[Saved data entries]
----------------
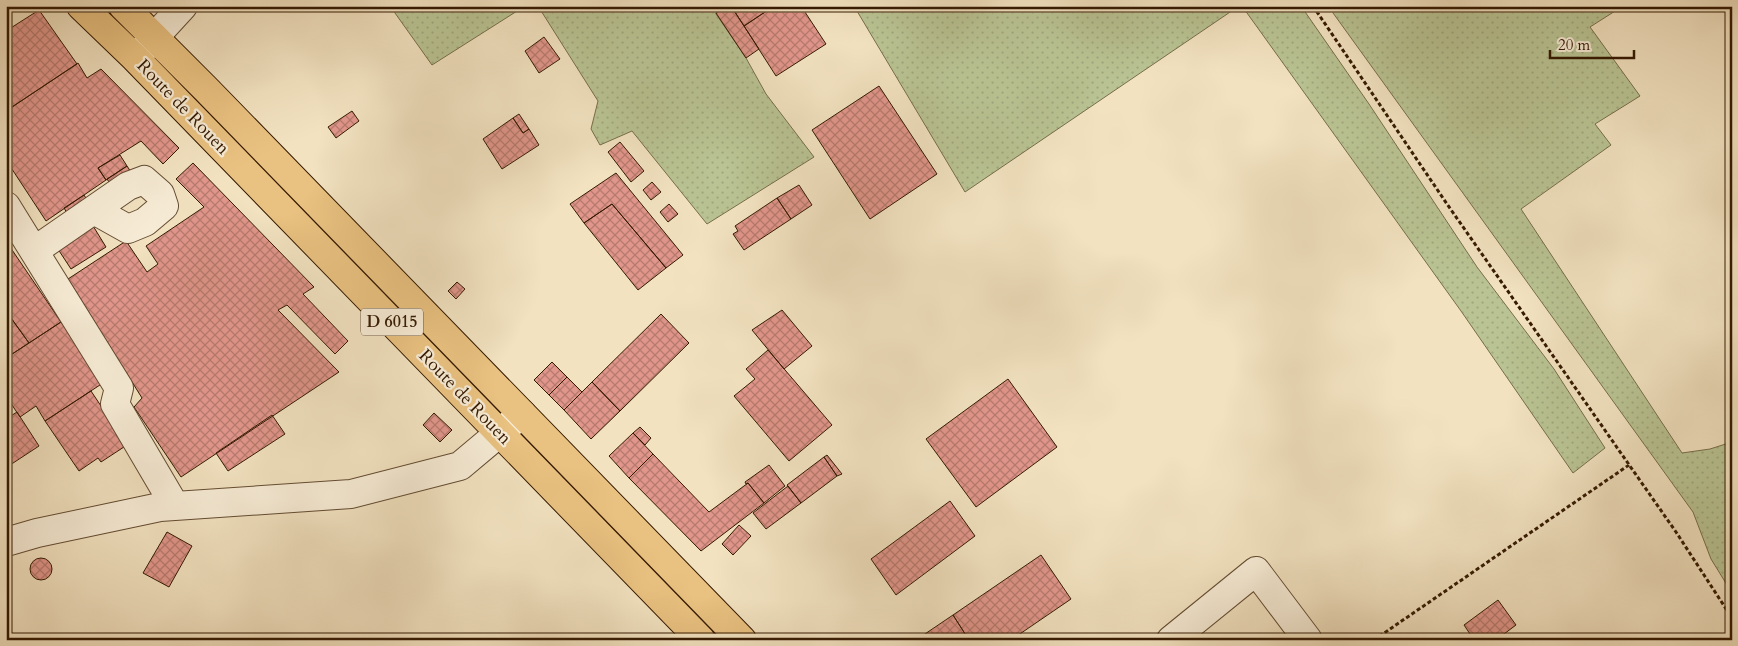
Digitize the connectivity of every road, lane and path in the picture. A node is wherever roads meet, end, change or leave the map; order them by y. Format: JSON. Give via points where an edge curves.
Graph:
{"nodes":[{"id":1,"x":81,"y":6,"type":"edge"},
{"id":2,"x":123,"y":6,"type":"edge"},
{"id":3,"x":183,"y":6,"type":"edge"},
{"id":4,"x":1313,"y":6,"type":"edge"},
{"id":5,"x":154,"y":37,"type":"junction"},
{"id":6,"x":135,"y":58,"type":"junction"},
{"id":7,"x":6,"y":206,"type":"edge"},
{"id":8,"x":94,"y":210,"type":"dead end"},
{"id":9,"x":358,"y":245,"type":"junction"},
{"id":10,"x":34,"y":252,"type":"junction"},
{"id":11,"x":335,"y":264,"type":"junction"},
{"id":12,"x":522,"y":414,"type":"junction"},
{"id":13,"x":500,"y":433,"type":"junction"},
{"id":14,"x":1629,"y":465,"type":"junction"},
{"id":15,"x":175,"y":506,"type":"junction"},
{"id":16,"x":6,"y":542,"type":"edge"},
{"id":17,"x":1732,"y":618,"type":"edge"},
{"id":18,"x":701,"y":640,"type":"edge"},
{"id":19,"x":742,"y":640,"type":"edge"},
{"id":20,"x":1171,"y":640,"type":"edge"},
{"id":21,"x":1308,"y":640,"type":"edge"},
{"id":22,"x":1374,"y":640,"type":"edge"}],
"edges":[{"from":1,"to":6,"type":"main road","name":"Route de Rouen","number":"D 6015"},
{"from":2,"to":5,"type":"main road","name":"Route de Rouen","number":"D 6015"},
{"from":3,"to":5,"type":"street"},
{"from":4,"to":14,"type":"path","via":[[1446,204]]},
{"from":5,"to":6,"type":"street"},
{"from":5,"to":9,"type":"main road","name":"Route de Rouen","number":"D 6015"},
{"from":6,"to":11,"type":"main road","name":"Route de Rouen","number":"D 6015"},
{"from":7,"to":10,"type":"street"},
{"from":8,"to":10,"type":"street"},
{"from":9,"to":11,"type":"street"},
{"from":9,"to":12,"type":"main road","name":"Route de Rouen","number":"D 6015"},
{"from":10,"to":15,"type":"street","via":[[119,388],[115,404]]},
{"from":11,"to":13,"type":"main road","name":"Route de Rouen","number":"D 6015"},
{"from":12,"to":13,"type":"street"},
{"from":12,"to":19,"type":"main road","name":"Route de Rouen","number":"D 6015"},
{"from":13,"to":15,"type":"street","via":[[460,466],[351,494]]},
{"from":13,"to":18,"type":"main road","name":"Route de Rouen","number":"D 6015"},
{"from":14,"to":17,"type":"path"},
{"from":14,"to":22,"type":"path"},
{"from":15,"to":16,"type":"street"},
{"from":20,"to":21,"type":"street","via":[[1256,571]]}]}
----------------
**Exercise goal:** An exact copy of all the entries above is required, with every picture left out.

**Solved problem:**
Digitize the connectivity of every road, lane and path in the picture. A node is wherever roads meet, end, change or leave the map; order them by y. Format: JSON. Give via points where an edge curves.
Graph:
{"nodes":[{"id":1,"x":81,"y":6,"type":"edge"},
{"id":2,"x":123,"y":6,"type":"edge"},
{"id":3,"x":183,"y":6,"type":"edge"},
{"id":4,"x":1313,"y":6,"type":"edge"},
{"id":5,"x":154,"y":37,"type":"junction"},
{"id":6,"x":135,"y":58,"type":"junction"},
{"id":7,"x":6,"y":206,"type":"edge"},
{"id":8,"x":94,"y":210,"type":"dead end"},
{"id":9,"x":358,"y":245,"type":"junction"},
{"id":10,"x":34,"y":252,"type":"junction"},
{"id":11,"x":335,"y":264,"type":"junction"},
{"id":12,"x":522,"y":414,"type":"junction"},
{"id":13,"x":500,"y":433,"type":"junction"},
{"id":14,"x":1629,"y":465,"type":"junction"},
{"id":15,"x":175,"y":506,"type":"junction"},
{"id":16,"x":6,"y":542,"type":"edge"},
{"id":17,"x":1732,"y":618,"type":"edge"},
{"id":18,"x":701,"y":640,"type":"edge"},
{"id":19,"x":742,"y":640,"type":"edge"},
{"id":20,"x":1171,"y":640,"type":"edge"},
{"id":21,"x":1308,"y":640,"type":"edge"},
{"id":22,"x":1374,"y":640,"type":"edge"}],
"edges":[{"from":1,"to":6,"type":"main road","name":"Route de Rouen","number":"D 6015"},
{"from":2,"to":5,"type":"main road","name":"Route de Rouen","number":"D 6015"},
{"from":3,"to":5,"type":"street"},
{"from":4,"to":14,"type":"path","via":[[1446,204]]},
{"from":5,"to":6,"type":"street"},
{"from":5,"to":9,"type":"main road","name":"Route de Rouen","number":"D 6015"},
{"from":6,"to":11,"type":"main road","name":"Route de Rouen","number":"D 6015"},
{"from":7,"to":10,"type":"street"},
{"from":8,"to":10,"type":"street"},
{"from":9,"to":11,"type":"street"},
{"from":9,"to":12,"type":"main road","name":"Route de Rouen","number":"D 6015"},
{"from":10,"to":15,"type":"street","via":[[119,388],[115,404]]},
{"from":11,"to":13,"type":"main road","name":"Route de Rouen","number":"D 6015"},
{"from":12,"to":13,"type":"street"},
{"from":12,"to":19,"type":"main road","name":"Route de Rouen","number":"D 6015"},
{"from":13,"to":15,"type":"street","via":[[460,466],[351,494]]},
{"from":13,"to":18,"type":"main road","name":"Route de Rouen","number":"D 6015"},
{"from":14,"to":17,"type":"path"},
{"from":14,"to":22,"type":"path"},
{"from":15,"to":16,"type":"street"},
{"from":20,"to":21,"type":"street","via":[[1256,571]]}]}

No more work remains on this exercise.